* [Input data]
Content starts

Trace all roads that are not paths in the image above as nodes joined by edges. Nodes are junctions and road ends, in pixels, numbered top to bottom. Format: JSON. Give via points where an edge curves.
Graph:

Content ends
Content starts

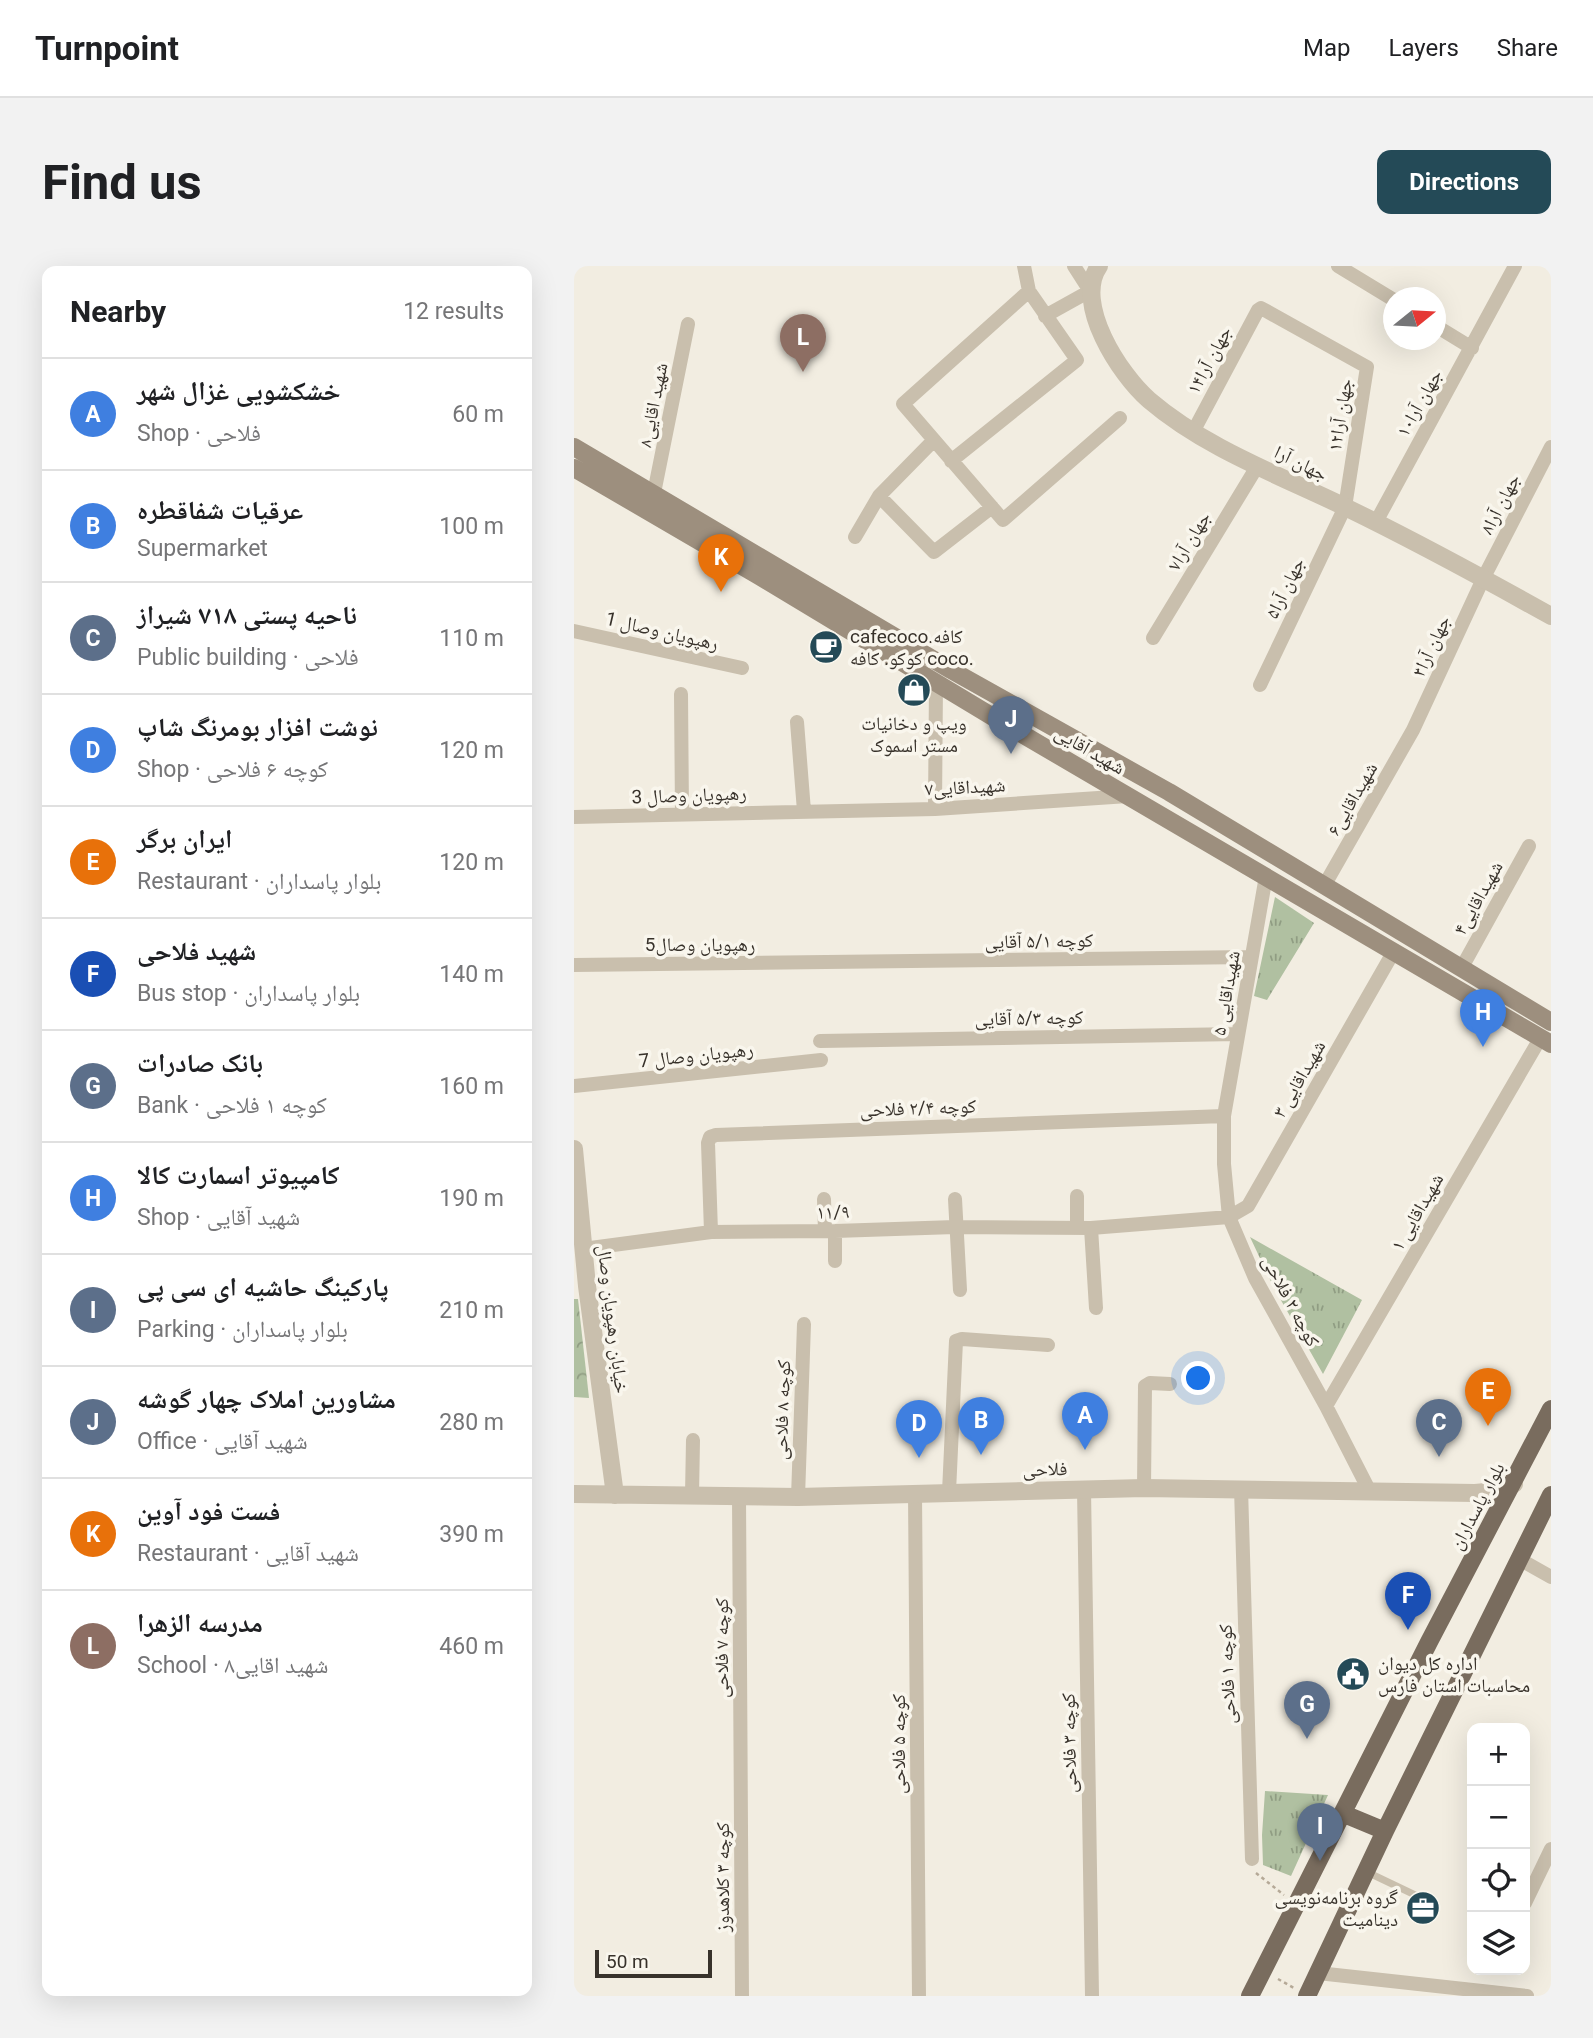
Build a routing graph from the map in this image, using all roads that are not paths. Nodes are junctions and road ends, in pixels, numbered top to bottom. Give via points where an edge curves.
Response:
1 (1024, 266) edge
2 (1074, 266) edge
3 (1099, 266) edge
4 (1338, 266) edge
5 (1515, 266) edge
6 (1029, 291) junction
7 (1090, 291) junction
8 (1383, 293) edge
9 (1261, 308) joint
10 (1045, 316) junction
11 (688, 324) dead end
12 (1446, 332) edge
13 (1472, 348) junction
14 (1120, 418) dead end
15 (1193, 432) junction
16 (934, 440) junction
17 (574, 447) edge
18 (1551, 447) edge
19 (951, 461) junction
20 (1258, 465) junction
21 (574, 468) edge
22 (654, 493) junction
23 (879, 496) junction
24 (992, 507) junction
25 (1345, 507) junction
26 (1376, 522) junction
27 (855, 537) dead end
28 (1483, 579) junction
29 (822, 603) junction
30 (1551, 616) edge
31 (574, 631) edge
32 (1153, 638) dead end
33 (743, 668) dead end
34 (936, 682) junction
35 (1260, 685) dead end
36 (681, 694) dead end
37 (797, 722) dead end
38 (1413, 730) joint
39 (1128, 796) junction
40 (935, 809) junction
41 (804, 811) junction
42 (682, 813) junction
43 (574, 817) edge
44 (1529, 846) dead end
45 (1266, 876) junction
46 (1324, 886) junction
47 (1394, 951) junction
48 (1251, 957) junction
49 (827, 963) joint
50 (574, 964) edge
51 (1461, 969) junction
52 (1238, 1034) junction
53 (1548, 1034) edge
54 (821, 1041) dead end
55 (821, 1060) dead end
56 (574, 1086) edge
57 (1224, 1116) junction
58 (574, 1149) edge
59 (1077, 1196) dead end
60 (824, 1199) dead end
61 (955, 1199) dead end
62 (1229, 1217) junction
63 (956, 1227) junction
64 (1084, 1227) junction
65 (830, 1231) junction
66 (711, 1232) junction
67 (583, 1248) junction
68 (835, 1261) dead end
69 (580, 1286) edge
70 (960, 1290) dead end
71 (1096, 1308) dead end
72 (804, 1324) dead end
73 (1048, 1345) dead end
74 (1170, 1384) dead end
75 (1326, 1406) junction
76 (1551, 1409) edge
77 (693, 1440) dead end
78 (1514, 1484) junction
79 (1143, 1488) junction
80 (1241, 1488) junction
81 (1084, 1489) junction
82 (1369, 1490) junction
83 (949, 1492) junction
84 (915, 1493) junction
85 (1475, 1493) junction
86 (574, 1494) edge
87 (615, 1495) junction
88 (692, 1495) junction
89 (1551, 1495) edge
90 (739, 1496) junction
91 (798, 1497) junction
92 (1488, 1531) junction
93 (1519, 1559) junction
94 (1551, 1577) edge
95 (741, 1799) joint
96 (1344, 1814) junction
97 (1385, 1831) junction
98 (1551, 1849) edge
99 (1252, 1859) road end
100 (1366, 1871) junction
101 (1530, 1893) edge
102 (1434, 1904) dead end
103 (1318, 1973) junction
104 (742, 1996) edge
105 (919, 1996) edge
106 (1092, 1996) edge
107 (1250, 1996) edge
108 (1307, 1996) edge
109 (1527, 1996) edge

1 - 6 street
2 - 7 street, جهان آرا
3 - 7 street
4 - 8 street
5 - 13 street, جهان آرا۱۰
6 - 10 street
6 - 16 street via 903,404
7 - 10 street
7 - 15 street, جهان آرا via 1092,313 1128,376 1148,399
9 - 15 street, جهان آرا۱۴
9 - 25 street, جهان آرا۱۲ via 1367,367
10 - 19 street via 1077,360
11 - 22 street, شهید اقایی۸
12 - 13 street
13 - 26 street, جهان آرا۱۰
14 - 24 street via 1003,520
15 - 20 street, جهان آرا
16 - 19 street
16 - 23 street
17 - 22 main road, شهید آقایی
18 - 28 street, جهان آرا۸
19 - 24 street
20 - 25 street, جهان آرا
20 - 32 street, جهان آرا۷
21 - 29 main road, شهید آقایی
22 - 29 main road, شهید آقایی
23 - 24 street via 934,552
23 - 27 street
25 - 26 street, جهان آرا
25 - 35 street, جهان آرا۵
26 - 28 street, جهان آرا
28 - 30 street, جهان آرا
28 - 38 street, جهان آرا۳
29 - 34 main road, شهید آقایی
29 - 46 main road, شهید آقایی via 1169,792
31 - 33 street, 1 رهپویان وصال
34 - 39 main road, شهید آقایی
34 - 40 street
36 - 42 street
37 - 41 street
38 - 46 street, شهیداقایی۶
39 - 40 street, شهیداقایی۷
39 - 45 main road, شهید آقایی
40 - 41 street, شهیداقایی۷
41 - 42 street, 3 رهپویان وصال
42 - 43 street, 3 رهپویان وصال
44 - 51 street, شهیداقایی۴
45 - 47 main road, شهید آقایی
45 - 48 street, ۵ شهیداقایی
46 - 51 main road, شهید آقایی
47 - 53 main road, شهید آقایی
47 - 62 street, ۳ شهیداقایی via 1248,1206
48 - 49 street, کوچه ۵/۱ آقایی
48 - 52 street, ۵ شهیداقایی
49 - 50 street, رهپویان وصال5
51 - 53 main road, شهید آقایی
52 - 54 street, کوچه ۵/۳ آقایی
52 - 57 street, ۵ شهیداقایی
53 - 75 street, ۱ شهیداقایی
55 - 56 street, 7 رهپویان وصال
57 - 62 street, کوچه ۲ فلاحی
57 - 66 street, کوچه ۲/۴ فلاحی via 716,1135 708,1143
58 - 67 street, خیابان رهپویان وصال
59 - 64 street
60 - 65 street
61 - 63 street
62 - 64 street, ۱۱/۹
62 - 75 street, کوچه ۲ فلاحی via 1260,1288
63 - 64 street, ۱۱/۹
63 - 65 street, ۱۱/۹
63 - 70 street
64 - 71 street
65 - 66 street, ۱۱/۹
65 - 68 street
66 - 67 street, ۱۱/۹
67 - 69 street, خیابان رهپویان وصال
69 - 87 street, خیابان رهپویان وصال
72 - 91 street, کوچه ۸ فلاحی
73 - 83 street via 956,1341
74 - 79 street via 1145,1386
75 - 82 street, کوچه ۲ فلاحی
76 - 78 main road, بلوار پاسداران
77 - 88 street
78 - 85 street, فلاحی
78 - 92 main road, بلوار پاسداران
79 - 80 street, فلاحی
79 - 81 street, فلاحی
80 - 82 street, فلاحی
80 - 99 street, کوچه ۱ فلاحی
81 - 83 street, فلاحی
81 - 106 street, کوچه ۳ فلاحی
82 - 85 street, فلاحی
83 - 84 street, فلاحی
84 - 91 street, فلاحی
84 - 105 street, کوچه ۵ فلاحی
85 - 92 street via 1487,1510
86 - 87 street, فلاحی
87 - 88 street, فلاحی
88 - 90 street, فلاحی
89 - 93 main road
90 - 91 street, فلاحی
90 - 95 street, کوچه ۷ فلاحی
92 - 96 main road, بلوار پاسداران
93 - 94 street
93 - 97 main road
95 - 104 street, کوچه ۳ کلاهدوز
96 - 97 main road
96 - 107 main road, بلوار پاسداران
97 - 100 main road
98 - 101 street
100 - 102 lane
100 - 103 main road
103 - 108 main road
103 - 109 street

Content ends

* [What is expected]
Count every line of the records that includes "numbered", and give that number with no other words.

* [Solution to this problem]
2